- [Problem]:
Scan the records below. List lines holding "上尾環状線".
:: Record excerpts ::
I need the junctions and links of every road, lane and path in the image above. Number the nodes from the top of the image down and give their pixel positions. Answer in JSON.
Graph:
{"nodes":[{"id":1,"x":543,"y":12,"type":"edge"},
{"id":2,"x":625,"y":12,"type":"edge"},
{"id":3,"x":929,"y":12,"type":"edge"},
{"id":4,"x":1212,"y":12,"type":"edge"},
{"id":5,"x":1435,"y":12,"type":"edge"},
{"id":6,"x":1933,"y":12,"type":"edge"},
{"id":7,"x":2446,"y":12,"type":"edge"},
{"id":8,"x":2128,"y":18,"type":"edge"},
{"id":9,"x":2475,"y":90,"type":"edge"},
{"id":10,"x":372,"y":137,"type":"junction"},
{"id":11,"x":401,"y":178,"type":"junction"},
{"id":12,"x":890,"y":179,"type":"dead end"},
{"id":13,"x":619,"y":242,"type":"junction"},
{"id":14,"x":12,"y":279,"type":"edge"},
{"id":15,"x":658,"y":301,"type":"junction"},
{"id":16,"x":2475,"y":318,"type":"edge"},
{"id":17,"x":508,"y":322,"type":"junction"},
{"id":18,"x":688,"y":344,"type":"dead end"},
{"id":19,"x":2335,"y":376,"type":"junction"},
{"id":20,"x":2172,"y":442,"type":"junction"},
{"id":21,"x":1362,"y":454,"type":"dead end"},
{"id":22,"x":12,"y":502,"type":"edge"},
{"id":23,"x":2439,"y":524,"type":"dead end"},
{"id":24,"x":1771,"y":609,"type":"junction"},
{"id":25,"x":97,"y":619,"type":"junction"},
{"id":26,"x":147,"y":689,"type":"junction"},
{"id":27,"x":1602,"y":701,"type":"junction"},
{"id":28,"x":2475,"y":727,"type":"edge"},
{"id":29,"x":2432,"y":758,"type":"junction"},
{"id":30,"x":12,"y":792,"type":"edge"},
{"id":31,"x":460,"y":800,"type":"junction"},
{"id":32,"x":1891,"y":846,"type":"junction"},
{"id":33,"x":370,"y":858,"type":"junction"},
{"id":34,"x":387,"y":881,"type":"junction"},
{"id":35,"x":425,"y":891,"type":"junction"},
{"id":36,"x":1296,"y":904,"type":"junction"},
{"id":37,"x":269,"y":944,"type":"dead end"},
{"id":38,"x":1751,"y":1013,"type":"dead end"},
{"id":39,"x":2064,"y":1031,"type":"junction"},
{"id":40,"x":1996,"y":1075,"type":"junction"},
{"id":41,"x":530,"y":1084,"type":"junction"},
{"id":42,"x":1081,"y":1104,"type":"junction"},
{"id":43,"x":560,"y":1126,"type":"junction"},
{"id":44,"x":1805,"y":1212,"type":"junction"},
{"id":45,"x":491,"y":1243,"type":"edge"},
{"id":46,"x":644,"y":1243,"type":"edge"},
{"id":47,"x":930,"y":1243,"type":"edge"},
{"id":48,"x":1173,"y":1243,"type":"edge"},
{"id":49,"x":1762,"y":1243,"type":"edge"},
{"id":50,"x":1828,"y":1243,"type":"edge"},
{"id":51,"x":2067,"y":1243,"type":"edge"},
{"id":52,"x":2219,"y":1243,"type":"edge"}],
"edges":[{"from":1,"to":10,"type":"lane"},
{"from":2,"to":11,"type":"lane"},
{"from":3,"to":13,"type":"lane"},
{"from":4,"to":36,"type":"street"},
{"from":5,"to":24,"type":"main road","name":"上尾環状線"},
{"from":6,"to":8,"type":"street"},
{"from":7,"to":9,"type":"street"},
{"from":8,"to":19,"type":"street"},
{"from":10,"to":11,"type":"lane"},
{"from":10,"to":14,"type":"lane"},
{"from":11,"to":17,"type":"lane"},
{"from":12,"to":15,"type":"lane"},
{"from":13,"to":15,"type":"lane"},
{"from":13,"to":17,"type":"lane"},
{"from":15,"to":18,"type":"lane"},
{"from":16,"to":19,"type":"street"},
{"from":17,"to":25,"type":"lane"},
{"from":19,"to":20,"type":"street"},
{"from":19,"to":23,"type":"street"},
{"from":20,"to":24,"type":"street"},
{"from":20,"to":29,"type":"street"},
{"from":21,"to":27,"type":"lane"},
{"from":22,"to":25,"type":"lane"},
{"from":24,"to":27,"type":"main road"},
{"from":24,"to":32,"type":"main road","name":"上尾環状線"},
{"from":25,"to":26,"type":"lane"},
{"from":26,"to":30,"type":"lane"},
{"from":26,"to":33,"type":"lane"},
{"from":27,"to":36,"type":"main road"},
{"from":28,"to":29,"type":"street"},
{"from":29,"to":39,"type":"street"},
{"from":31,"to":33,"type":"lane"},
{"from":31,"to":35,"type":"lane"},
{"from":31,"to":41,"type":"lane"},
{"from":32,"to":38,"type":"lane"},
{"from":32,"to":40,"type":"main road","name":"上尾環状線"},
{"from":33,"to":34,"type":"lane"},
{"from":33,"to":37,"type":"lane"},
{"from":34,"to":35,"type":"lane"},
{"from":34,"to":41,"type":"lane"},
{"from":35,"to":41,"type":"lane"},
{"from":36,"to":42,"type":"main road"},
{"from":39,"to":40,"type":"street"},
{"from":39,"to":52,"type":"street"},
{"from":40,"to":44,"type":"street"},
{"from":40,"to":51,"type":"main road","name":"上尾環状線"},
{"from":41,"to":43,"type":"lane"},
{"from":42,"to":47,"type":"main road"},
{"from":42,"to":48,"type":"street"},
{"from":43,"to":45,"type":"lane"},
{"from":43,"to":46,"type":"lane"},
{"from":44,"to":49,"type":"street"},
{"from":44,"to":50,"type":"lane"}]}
:::
- [Written response]:
{"from":5,"to":24,"type":"main road","name":"上尾環状線"},
{"from":24,"to":32,"type":"main road","name":"上尾環状線"},
{"from":32,"to":40,"type":"main road","name":"上尾環状線"},
{"from":40,"to":51,"type":"main road","name":"上尾環状線"},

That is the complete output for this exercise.